- Task details -
Filter the listing for lines containing "that".

- Given information -
________

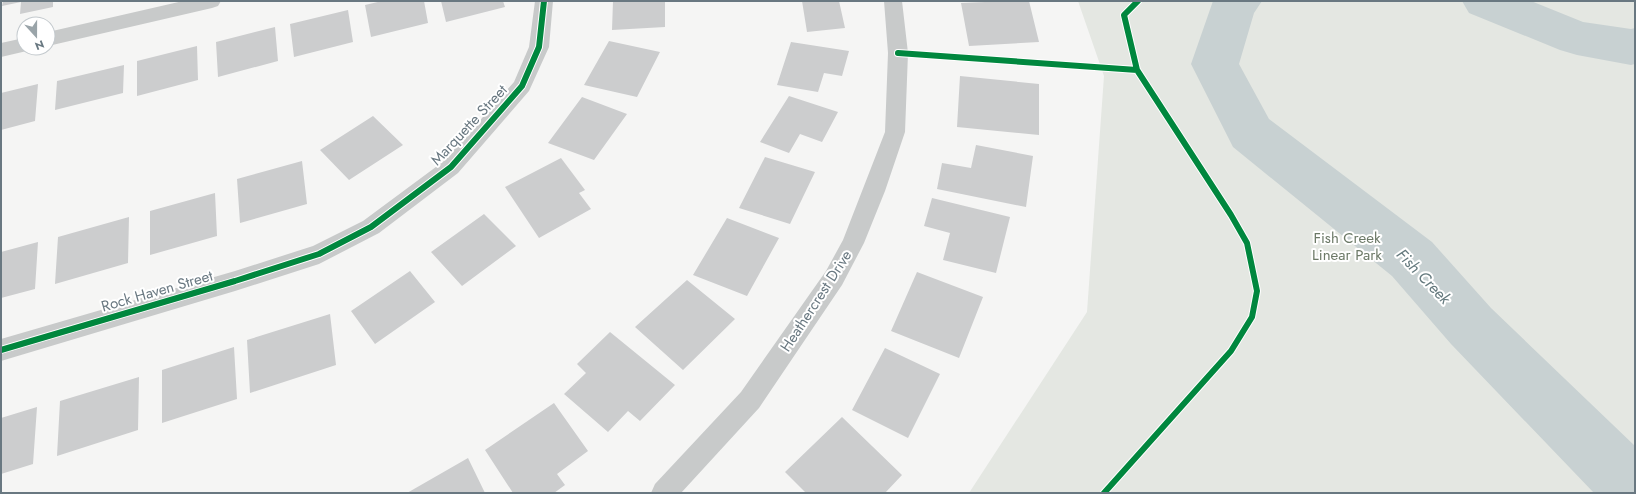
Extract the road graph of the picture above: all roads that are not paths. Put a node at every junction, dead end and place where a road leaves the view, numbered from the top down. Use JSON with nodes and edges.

________

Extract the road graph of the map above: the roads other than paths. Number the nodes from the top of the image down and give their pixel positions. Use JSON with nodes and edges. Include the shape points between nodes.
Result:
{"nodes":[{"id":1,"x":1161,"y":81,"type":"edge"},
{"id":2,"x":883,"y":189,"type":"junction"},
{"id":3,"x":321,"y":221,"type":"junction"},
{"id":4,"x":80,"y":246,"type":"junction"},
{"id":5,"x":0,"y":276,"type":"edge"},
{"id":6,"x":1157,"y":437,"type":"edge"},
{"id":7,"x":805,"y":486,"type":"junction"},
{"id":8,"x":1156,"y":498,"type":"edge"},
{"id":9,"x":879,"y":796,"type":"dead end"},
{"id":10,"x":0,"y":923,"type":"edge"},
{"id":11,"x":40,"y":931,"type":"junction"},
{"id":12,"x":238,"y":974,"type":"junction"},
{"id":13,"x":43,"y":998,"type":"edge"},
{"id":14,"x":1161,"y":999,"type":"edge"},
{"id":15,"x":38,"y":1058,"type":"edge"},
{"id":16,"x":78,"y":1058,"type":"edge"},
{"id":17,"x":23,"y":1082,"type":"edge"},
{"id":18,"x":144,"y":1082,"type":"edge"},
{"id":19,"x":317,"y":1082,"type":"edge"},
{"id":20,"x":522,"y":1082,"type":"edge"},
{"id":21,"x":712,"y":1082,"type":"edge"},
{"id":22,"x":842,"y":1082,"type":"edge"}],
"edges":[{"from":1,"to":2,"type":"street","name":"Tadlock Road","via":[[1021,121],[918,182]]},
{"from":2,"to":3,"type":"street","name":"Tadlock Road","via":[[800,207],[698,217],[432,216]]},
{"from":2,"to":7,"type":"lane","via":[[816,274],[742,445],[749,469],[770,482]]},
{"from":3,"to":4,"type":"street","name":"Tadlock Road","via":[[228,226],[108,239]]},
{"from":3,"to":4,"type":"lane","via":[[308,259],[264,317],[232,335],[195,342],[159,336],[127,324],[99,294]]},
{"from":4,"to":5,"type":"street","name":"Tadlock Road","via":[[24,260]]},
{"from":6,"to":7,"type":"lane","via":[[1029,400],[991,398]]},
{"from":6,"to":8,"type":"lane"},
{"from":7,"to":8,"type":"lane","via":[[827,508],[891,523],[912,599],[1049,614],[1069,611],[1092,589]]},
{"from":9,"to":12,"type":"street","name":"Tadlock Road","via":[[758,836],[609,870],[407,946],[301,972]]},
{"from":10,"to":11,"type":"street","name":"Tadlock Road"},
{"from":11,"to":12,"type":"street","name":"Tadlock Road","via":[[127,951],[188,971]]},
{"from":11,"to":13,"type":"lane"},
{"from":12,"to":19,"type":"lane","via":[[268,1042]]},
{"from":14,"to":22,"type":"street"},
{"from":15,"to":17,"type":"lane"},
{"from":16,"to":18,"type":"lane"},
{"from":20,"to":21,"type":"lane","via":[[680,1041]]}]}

________

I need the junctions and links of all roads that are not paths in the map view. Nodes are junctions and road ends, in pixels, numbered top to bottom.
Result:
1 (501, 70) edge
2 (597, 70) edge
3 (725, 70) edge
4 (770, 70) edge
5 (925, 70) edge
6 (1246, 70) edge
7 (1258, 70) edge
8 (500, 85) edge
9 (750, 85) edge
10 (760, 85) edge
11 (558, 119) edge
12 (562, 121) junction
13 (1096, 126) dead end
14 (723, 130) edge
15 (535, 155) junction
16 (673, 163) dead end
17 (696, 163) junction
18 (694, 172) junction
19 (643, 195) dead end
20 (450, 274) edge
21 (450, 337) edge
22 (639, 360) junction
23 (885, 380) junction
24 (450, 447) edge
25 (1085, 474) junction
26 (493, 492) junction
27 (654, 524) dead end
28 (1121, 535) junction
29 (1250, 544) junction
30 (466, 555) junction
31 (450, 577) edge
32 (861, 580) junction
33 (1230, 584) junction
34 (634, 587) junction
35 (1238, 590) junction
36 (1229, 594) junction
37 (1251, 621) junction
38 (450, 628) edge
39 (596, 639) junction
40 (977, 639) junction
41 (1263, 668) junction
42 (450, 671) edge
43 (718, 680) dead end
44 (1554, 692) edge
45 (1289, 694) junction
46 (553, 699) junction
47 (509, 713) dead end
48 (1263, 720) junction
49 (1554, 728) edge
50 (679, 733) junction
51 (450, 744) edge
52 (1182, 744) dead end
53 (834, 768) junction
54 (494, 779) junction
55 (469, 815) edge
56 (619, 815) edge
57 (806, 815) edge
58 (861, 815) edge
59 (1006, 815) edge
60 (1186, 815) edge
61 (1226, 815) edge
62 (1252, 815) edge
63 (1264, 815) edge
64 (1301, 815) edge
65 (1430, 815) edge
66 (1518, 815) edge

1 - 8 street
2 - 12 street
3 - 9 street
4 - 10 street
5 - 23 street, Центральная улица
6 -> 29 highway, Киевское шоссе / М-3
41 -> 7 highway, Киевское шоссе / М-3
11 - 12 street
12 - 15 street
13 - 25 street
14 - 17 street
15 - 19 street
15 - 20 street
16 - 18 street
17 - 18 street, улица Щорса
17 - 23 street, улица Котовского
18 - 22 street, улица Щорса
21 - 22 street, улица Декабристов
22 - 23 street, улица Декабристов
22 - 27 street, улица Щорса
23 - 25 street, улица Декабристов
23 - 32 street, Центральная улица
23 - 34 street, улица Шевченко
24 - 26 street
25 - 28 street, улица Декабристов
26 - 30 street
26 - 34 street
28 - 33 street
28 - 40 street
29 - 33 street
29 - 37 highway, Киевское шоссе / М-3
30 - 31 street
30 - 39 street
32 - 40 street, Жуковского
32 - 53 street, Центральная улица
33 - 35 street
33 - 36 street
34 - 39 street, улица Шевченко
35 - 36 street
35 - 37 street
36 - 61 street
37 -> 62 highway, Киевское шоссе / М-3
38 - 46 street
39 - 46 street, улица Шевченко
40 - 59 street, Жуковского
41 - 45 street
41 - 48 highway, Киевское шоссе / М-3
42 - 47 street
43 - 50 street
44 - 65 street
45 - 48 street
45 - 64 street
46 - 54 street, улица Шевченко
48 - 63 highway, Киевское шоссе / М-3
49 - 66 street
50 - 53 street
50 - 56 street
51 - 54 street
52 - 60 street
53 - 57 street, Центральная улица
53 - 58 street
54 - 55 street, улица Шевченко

________

- Response area -
Extract the road graph of the picture above: all roads that are not paths. Put a node at every junction, dead end and place where a road leaves the view, numbered from the top down. Use JSON with nodes and edges.
I need the junctions and links of all roads that are not paths in the map view. Nodes are junctions and road ends, in pixels, numbered top to bottom.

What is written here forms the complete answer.